Sibanye reported its highest number of illegal mining incidents in more than a decade last year, while copper cable theft at its PGM operations cost the group R53.4m in direct financial losses last year and R113m in 2023.

Added to this are water and electricity woes, with electricity tariff increases resulting in power as a growing component of operating costs. Sibanye told Business Day in November that the share had risen from about 9% in 2007 to 23% today.

Regular disruptions to the water supply have also forced the group to spend hundreds of millions of rand to reduce its dependence on municipal supply in recent years.

Sibanye’s SA PGM operations are located in the water-scarce western limb of the Bushveld Complex, making them particularly vulnerable to municipal supply risks.

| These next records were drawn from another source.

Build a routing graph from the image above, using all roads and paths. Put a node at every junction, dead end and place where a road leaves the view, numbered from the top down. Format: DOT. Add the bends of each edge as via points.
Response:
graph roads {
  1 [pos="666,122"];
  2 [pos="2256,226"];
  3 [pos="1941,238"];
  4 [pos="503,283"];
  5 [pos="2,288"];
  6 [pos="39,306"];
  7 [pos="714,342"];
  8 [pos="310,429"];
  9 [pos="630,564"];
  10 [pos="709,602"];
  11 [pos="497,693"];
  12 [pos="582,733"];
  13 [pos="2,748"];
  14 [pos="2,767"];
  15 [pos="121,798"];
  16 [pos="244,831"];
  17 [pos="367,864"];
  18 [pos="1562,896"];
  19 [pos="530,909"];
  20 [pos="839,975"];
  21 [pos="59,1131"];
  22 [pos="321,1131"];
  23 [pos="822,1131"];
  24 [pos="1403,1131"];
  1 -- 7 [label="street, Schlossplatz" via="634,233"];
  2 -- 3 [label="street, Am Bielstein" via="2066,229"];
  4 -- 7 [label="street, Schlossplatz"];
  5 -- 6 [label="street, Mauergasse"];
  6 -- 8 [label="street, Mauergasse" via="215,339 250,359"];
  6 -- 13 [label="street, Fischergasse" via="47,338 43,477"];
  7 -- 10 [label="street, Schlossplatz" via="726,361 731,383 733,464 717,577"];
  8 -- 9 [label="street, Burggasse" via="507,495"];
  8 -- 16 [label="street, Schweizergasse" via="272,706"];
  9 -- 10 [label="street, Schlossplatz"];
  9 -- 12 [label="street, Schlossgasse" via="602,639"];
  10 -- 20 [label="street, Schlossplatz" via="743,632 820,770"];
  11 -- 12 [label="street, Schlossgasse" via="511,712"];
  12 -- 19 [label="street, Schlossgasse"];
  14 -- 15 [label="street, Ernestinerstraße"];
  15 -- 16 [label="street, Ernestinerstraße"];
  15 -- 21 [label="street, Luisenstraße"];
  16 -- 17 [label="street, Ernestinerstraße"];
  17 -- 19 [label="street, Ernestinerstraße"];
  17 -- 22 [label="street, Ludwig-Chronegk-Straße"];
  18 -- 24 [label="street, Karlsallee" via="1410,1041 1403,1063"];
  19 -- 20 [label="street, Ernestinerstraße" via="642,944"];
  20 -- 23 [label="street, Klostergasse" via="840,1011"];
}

In a statement on Wednesday, Stewart thanked Neal for his “visionary leadership over the past 13 years” and welcomed Mduduzi Bhulose as the firm’s new executive vice-president of business development.

Bhulose has 21 years of experience in investment and mining, having worked for Anglo American, Rand Merchant Bank and, most recently, the Public Investment Corporation, where he served as head of listed equities.